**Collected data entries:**
····················

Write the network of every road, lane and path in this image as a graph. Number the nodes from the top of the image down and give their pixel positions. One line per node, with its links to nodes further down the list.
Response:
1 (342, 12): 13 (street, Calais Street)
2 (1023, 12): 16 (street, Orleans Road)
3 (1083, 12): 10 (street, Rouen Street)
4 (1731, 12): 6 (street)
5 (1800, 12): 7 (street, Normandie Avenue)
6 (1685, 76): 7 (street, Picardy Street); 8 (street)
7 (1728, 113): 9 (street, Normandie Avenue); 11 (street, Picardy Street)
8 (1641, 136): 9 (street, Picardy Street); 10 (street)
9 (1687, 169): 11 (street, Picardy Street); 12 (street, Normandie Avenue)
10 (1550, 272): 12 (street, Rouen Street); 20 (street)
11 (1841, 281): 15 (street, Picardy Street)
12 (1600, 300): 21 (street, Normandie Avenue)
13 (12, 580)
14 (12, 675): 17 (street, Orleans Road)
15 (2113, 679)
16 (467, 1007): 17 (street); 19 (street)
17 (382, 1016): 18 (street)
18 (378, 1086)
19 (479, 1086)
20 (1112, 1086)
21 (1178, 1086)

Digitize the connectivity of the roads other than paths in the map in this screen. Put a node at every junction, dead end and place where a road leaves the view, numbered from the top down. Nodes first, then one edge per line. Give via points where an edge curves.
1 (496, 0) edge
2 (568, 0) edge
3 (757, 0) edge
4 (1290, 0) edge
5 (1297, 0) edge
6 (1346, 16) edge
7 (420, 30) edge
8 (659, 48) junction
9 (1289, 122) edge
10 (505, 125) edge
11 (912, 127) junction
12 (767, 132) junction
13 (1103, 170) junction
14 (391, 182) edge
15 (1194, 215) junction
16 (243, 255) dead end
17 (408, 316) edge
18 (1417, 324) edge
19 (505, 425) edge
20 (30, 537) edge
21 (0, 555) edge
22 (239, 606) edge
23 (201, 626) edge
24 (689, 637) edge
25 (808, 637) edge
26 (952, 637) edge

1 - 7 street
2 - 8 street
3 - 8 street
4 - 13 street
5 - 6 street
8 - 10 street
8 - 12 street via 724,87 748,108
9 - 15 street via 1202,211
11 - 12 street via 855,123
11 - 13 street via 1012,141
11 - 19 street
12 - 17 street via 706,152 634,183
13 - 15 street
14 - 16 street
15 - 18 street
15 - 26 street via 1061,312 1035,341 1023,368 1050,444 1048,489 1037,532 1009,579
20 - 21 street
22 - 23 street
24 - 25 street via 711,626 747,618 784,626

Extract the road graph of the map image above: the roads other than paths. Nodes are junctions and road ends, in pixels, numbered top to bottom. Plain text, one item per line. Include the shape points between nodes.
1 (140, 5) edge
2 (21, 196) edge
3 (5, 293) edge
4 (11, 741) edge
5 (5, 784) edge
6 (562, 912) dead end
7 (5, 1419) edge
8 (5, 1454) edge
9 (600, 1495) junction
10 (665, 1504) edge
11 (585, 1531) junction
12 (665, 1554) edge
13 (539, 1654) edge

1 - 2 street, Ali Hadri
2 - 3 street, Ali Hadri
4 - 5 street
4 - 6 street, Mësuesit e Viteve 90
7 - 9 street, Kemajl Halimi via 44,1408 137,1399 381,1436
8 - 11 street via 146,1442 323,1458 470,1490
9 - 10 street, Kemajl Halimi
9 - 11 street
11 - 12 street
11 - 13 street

····················

**AIM OF THE TASK:** Your reply should hold all the entries, each repeated without a single change.

**SOLUTION FOR THIS PROBLEM:**
Write the network of every road, lane and path in this image as a graph. Number the nodes from the top of the image down and give their pixel positions. One line per node, with its links to nodes further down the list.
Response:
1 (342, 12): 13 (street, Calais Street)
2 (1023, 12): 16 (street, Orleans Road)
3 (1083, 12): 10 (street, Rouen Street)
4 (1731, 12): 6 (street)
5 (1800, 12): 7 (street, Normandie Avenue)
6 (1685, 76): 7 (street, Picardy Street); 8 (street)
7 (1728, 113): 9 (street, Normandie Avenue); 11 (street, Picardy Street)
8 (1641, 136): 9 (street, Picardy Street); 10 (street)
9 (1687, 169): 11 (street, Picardy Street); 12 (street, Normandie Avenue)
10 (1550, 272): 12 (street, Rouen Street); 20 (street)
11 (1841, 281): 15 (street, Picardy Street)
12 (1600, 300): 21 (street, Normandie Avenue)
13 (12, 580)
14 (12, 675): 17 (street, Orleans Road)
15 (2113, 679)
16 (467, 1007): 17 (street); 19 (street)
17 (382, 1016): 18 (street)
18 (378, 1086)
19 (479, 1086)
20 (1112, 1086)
21 (1178, 1086)

Digitize the connectivity of the roads other than paths in the map in this screen. Put a node at every junction, dead end and place where a road leaves the view, numbered from the top down. Nodes first, then one edge per line. Give via points where an edge curves.
1 (496, 0) edge
2 (568, 0) edge
3 (757, 0) edge
4 (1290, 0) edge
5 (1297, 0) edge
6 (1346, 16) edge
7 (420, 30) edge
8 (659, 48) junction
9 (1289, 122) edge
10 (505, 125) edge
11 (912, 127) junction
12 (767, 132) junction
13 (1103, 170) junction
14 (391, 182) edge
15 (1194, 215) junction
16 (243, 255) dead end
17 (408, 316) edge
18 (1417, 324) edge
19 (505, 425) edge
20 (30, 537) edge
21 (0, 555) edge
22 (239, 606) edge
23 (201, 626) edge
24 (689, 637) edge
25 (808, 637) edge
26 (952, 637) edge

1 - 7 street
2 - 8 street
3 - 8 street
4 - 13 street
5 - 6 street
8 - 10 street
8 - 12 street via 724,87 748,108
9 - 15 street via 1202,211
11 - 12 street via 855,123
11 - 13 street via 1012,141
11 - 19 street
12 - 17 street via 706,152 634,183
13 - 15 street
14 - 16 street
15 - 18 street
15 - 26 street via 1061,312 1035,341 1023,368 1050,444 1048,489 1037,532 1009,579
20 - 21 street
22 - 23 street
24 - 25 street via 711,626 747,618 784,626

Extract the road graph of the map image above: the roads other than paths. Nodes are junctions and road ends, in pixels, numbered top to bottom. Plain text, one item per line. Include the shape points between nodes.
1 (140, 5) edge
2 (21, 196) edge
3 (5, 293) edge
4 (11, 741) edge
5 (5, 784) edge
6 (562, 912) dead end
7 (5, 1419) edge
8 (5, 1454) edge
9 (600, 1495) junction
10 (665, 1504) edge
11 (585, 1531) junction
12 (665, 1554) edge
13 (539, 1654) edge

1 - 2 street, Ali Hadri
2 - 3 street, Ali Hadri
4 - 5 street
4 - 6 street, Mësuesit e Viteve 90
7 - 9 street, Kemajl Halimi via 44,1408 137,1399 381,1436
8 - 11 street via 146,1442 323,1458 470,1490
9 - 10 street, Kemajl Halimi
9 - 11 street
11 - 12 street
11 - 13 street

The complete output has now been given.